Podziel się tym artykułem
Znałam kiedyś mężczyznę z tak zwanej starej szkoły… Był szarmancki, rycerski, jak James Bond szyty na miarę, czysta perfekcja, taki blask, który trudno opisać słowami, taki blask można jedynie zobaczyć zamykając oczy, by móc wsłuchać się w słowa… Poprosił, więc zamknęłam oczy, chciałam pozostałymi zmysłami poczuć historię o kobiecie w czerwieni, którą pragnął mi opowiedzieć, historię o zaufaniu, które nigdy nie zostało złamane…
To nie była czysta fascynacja, to nie było pożądanie, to było prawdziwe poznanie, takie, które buduje się latami, przekraczanymi stopniami, które buduje się poprzez pojedyncze spojrzenia, poprzez kolejne słowa, ukradkowe gesty, które kradnie się z wspólnych, jakże krótkich chwil, które buduje się poprzez samopoznanie siebie, a tym samym zobaczenie w tej drugiej osobie swojego odbicia. Poznał ją przypadkowo, nie miał żadnego planu, nie było żadnych przesłanek, że ta kobieta zostanie w jego życiu na dłużej, to stało się naturalnie, z każdym dniem stawali się sobie bliżsi, czuli się nawet gdy dzieliły ich setki kilometrów… W ten sposób budowała się relacja, budziła tęsknota, rosło napięcie i pojawiała się niema fascynacja, aż do pewnej nocy, gdy zobaczył ją taką, jakiej nigdy jeszcze nie widział…
W czerwieni, taką jaśniejącą światłem, widział tylko ją wśród całego tłumu, słyszał tylko jej szept i czuł jej ciepły oddech na szyi, nie byli sami, a jakby nic wokół nich nie istniało… Opadające na jej oczy pasemko włosów lekko odsunął, by móc dostrzec jej spojrzenie, które wyrażało bezgraniczne zaufanie, niepohamowane pożądanie, czystą fascynację i prawdziwe uczucie, ciepłe, trwałe i niemożliwe do zatrzymania. Gdy tańcząc obróciła się nagle do niego i zobaczył jej promienny uśmiech zaparło mu dech w piersi, z jego ust popłynęły ledwo słyszalne słowa: „nigdy czegoś takiego nie czułem, ledwo pojmuję to, co się teraz dzieje”, a nad ranem powiedział jej, że tej nocy był jak ślepy, zafascynowany, że te chwile zostaną z nim na zawsze…
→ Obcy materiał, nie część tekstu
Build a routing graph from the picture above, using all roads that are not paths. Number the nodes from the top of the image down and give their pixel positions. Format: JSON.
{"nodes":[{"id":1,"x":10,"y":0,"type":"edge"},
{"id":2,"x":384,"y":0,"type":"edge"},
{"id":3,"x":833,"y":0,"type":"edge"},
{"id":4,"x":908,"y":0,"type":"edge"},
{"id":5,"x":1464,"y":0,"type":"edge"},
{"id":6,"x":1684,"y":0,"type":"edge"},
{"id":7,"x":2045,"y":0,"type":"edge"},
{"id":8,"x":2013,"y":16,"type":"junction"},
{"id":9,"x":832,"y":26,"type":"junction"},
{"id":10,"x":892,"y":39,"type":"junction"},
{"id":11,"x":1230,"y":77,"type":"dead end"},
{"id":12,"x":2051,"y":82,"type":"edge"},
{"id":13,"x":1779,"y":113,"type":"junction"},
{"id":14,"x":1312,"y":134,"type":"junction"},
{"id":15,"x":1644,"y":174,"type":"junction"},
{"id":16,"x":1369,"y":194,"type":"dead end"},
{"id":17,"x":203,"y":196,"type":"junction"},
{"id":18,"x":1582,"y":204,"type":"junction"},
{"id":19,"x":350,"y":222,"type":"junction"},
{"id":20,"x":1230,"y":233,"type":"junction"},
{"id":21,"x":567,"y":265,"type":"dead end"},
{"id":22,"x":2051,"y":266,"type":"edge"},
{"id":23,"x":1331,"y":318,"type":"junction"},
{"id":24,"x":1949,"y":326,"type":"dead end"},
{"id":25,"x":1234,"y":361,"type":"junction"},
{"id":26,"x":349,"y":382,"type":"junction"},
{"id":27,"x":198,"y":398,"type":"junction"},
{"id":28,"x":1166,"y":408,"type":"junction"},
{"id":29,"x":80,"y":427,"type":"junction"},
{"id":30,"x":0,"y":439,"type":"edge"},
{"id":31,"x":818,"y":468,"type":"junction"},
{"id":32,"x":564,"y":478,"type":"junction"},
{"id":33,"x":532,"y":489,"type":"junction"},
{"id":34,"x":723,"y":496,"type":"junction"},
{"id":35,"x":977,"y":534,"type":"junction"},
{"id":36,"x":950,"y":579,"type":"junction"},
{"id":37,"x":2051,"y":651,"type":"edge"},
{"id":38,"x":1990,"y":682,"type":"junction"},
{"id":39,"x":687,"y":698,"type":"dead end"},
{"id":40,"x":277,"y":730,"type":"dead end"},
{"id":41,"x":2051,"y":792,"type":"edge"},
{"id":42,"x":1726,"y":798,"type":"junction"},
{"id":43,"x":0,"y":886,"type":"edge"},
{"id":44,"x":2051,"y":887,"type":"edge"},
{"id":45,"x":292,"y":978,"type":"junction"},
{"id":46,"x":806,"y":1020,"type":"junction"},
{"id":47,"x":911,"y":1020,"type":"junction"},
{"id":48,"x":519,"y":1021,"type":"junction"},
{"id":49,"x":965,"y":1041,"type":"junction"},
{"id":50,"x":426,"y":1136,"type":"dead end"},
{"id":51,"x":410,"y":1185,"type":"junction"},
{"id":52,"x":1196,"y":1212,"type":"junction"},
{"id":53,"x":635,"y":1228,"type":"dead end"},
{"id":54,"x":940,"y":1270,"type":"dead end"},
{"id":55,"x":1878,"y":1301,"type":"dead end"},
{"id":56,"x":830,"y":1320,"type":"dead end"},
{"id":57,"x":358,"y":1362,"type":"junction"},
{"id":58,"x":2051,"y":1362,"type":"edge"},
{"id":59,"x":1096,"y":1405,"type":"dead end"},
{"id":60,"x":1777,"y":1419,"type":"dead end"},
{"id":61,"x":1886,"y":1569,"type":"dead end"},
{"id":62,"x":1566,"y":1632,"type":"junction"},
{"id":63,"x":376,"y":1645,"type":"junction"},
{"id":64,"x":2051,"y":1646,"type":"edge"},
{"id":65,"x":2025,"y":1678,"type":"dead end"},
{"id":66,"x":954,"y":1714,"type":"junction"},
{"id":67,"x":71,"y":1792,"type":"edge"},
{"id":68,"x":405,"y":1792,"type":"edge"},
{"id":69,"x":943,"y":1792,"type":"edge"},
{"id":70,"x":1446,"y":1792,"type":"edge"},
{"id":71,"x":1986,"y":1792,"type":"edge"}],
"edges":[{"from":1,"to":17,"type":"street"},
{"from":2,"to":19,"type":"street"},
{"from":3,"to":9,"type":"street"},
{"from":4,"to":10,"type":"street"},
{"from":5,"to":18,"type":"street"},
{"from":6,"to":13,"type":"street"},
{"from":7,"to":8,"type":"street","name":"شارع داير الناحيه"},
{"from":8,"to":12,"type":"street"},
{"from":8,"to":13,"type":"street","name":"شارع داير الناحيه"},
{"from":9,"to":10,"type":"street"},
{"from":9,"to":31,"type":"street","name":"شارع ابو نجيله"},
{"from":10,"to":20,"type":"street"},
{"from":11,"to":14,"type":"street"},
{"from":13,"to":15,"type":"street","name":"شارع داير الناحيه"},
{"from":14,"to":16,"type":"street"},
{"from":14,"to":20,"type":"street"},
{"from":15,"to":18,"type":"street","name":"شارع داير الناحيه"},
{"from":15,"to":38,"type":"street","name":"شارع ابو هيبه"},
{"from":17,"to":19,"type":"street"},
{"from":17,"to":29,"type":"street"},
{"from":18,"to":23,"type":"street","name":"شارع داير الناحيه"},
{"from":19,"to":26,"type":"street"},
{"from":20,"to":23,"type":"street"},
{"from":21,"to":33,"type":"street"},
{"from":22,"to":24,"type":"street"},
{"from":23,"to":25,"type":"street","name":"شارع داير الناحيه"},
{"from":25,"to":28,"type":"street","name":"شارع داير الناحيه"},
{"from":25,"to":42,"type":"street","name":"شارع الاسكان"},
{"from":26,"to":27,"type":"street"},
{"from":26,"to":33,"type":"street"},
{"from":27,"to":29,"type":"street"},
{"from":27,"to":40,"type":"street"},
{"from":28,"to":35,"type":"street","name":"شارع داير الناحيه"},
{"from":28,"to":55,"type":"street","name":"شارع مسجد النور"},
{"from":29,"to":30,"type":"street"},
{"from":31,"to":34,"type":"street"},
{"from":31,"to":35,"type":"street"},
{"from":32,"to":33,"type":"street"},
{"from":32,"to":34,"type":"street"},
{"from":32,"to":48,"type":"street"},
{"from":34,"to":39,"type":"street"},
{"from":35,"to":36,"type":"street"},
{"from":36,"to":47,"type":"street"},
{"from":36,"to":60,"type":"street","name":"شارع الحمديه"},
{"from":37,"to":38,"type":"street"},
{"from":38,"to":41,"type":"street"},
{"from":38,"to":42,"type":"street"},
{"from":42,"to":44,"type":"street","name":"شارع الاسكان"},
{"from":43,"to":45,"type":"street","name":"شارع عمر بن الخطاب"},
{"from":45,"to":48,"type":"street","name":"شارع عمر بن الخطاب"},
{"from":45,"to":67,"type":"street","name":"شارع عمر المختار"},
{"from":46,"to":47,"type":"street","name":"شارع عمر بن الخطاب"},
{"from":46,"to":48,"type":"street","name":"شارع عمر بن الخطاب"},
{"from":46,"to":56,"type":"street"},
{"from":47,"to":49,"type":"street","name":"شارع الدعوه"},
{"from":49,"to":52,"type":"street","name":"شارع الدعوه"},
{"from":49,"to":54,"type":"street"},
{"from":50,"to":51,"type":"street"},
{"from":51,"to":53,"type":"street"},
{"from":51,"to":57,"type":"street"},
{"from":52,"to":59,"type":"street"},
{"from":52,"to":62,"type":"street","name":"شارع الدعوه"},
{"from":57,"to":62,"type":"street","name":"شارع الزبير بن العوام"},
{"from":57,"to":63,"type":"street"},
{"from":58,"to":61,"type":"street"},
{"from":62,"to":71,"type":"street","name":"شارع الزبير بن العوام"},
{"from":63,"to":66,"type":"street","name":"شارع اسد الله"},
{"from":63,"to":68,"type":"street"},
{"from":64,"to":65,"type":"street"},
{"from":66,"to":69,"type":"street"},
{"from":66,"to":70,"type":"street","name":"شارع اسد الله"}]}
Zapytasz co dalej… Nie są razem, nie budzą się obok siebie każdego dnia i nie zasypiają wtuleni w siebie, nigdy nie potrafili jednak powiedzieć sobie żegnaj, nie potrafią zakończyć tej historii, która trwa i trwa, uzależnieni łapią pojedyncze wspólne chwile, rozmowy, nieuchwytne dla innych znaki… Nadal trwają, na dwóch różnych półkulach, dokładnie skrojone na swoje podobieństwo dwie połówki tego samego owocu, zakazanego przez czas, przez zobowiązania własnych żyć, wolni i spętani jednocześnie tęsknotą, której nie potrafią zaspokoić, bo ich źródło wysycha budząc się do życia tylko podczas tych znikomych momentów kiedy są razem…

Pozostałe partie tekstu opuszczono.